## What is needed
Nothing but the records, copied exactly and stripped of pictures, should be in the answer.

## Data provided
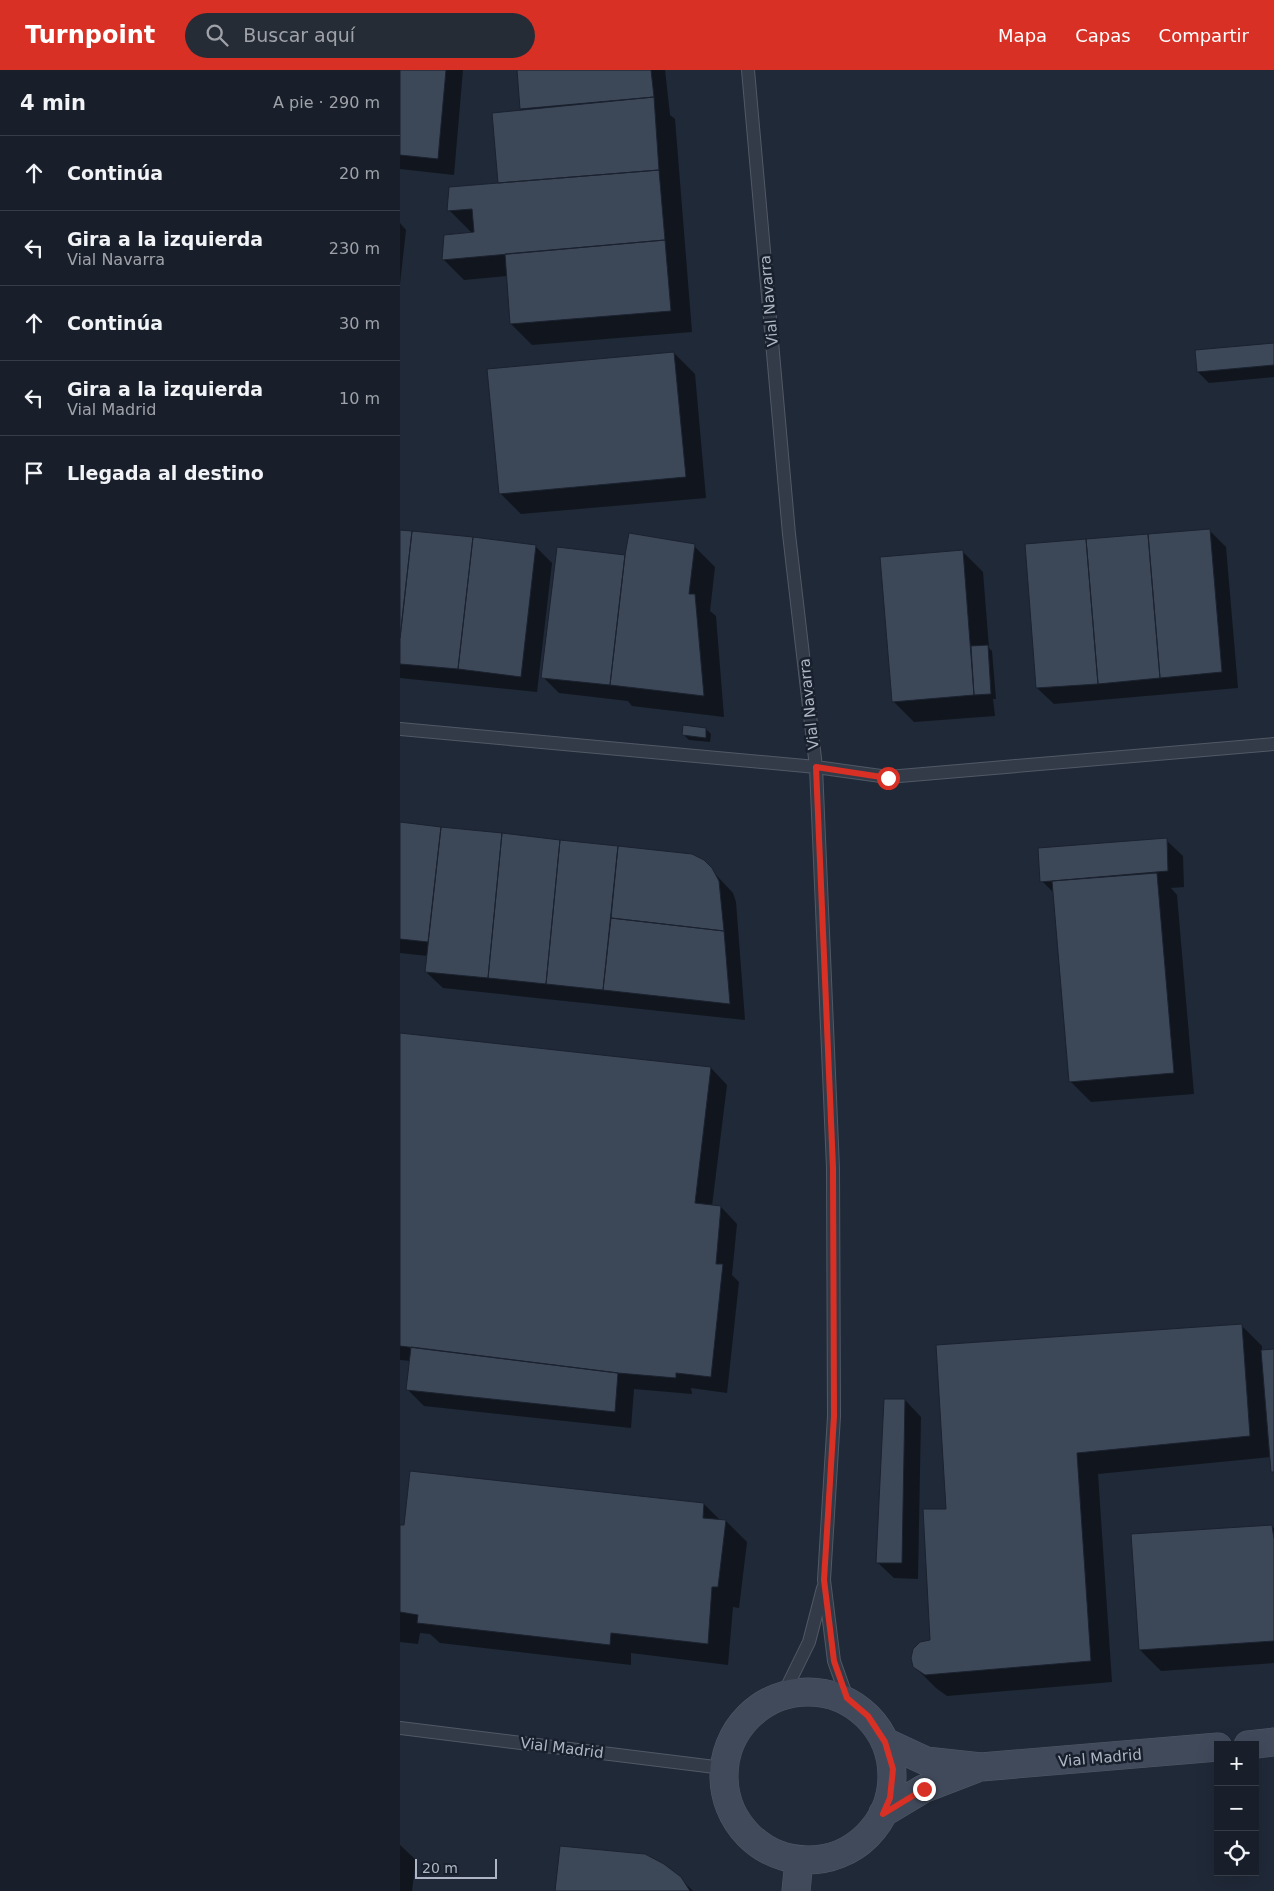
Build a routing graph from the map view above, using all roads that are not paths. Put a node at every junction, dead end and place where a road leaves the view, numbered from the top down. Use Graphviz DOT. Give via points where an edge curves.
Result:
graph roads {
  1 [pos="748,70"];
  2 [pos="400,729"];
  3 [pos="1274,744"];
  4 [pos="816,767"];
  5 [pos="824,1580"];
  6 [pos="783,1695"];
  7 [pos="847,1698"];
  8 [pos="400,1728"];
  9 [pos="885,1742"];
  10 [pos="1274,1742"];
  11 [pos="1259,1744"];
  12 [pos="1214,1747"];
  13 [pos="982,1766"];
  14 [pos="723,1768"];
  15 [pos="883,1814"];
  16 [pos="799,1860"];
  17 [pos="796,1891"];
  1 -- 4 [label="lane, Vial Navarra" via="789,534"];
  2 -- 4 [label="lane"];
  3 -- 4 [label="lane" via="888,778"];
  4 -- 5 [label="lane, Vial Navarra" via="833,1168 834,1416"];
  5 -- 6 [label="lane, Vial Navarra" via="809,1642"];
  5 -- 7 [label="lane, Vial Navarra" via="834,1661"];
  6 -- 7 [label="street" via="811,1690"];
  6 -- 14 [label="street" via="754,1711 732,1736"];
  7 -- 9 [label="street" via="868,1716"];
  8 -- 14 [label="lane, Vial Madrid"];
  9 -- 13 [label="street, Vial Madrid" via="926,1762"];
  9 -- 15 [label="street" via="893,1769 890,1798"];
  10 -- 11 [label="street"];
  12 -- 13 [label="street, Vial Madrid"];
  13 -- 15 [label="street, Vial Madrid" via="924,1789"];
  14 -- 16 [label="street" via="726,1801 742,1830 767,1851"];
  15 -- 16 [label="street" via="877,1826 856,1846 829,1858"];
  16 -- 17 [label="street"];
}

## Exercise solution
Build a routing graph from the map view above, using all roads that are not paths. Put a node at every junction, dead end and place where a road leaves the view, numbered from the top down. Use Graphviz DOT. Give via points where an edge curves.
Result:
graph roads {
  1 [pos="748,70"];
  2 [pos="400,729"];
  3 [pos="1274,744"];
  4 [pos="816,767"];
  5 [pos="824,1580"];
  6 [pos="783,1695"];
  7 [pos="847,1698"];
  8 [pos="400,1728"];
  9 [pos="885,1742"];
  10 [pos="1274,1742"];
  11 [pos="1259,1744"];
  12 [pos="1214,1747"];
  13 [pos="982,1766"];
  14 [pos="723,1768"];
  15 [pos="883,1814"];
  16 [pos="799,1860"];
  17 [pos="796,1891"];
  1 -- 4 [label="lane, Vial Navarra" via="789,534"];
  2 -- 4 [label="lane"];
  3 -- 4 [label="lane" via="888,778"];
  4 -- 5 [label="lane, Vial Navarra" via="833,1168 834,1416"];
  5 -- 6 [label="lane, Vial Navarra" via="809,1642"];
  5 -- 7 [label="lane, Vial Navarra" via="834,1661"];
  6 -- 7 [label="street" via="811,1690"];
  6 -- 14 [label="street" via="754,1711 732,1736"];
  7 -- 9 [label="street" via="868,1716"];
  8 -- 14 [label="lane, Vial Madrid"];
  9 -- 13 [label="street, Vial Madrid" via="926,1762"];
  9 -- 15 [label="street" via="893,1769 890,1798"];
  10 -- 11 [label="street"];
  12 -- 13 [label="street, Vial Madrid"];
  13 -- 15 [label="street, Vial Madrid" via="924,1789"];
  14 -- 16 [label="street" via="726,1801 742,1830 767,1851"];
  15 -- 16 [label="street" via="877,1826 856,1846 829,1858"];
  16 -- 17 [label="street"];
}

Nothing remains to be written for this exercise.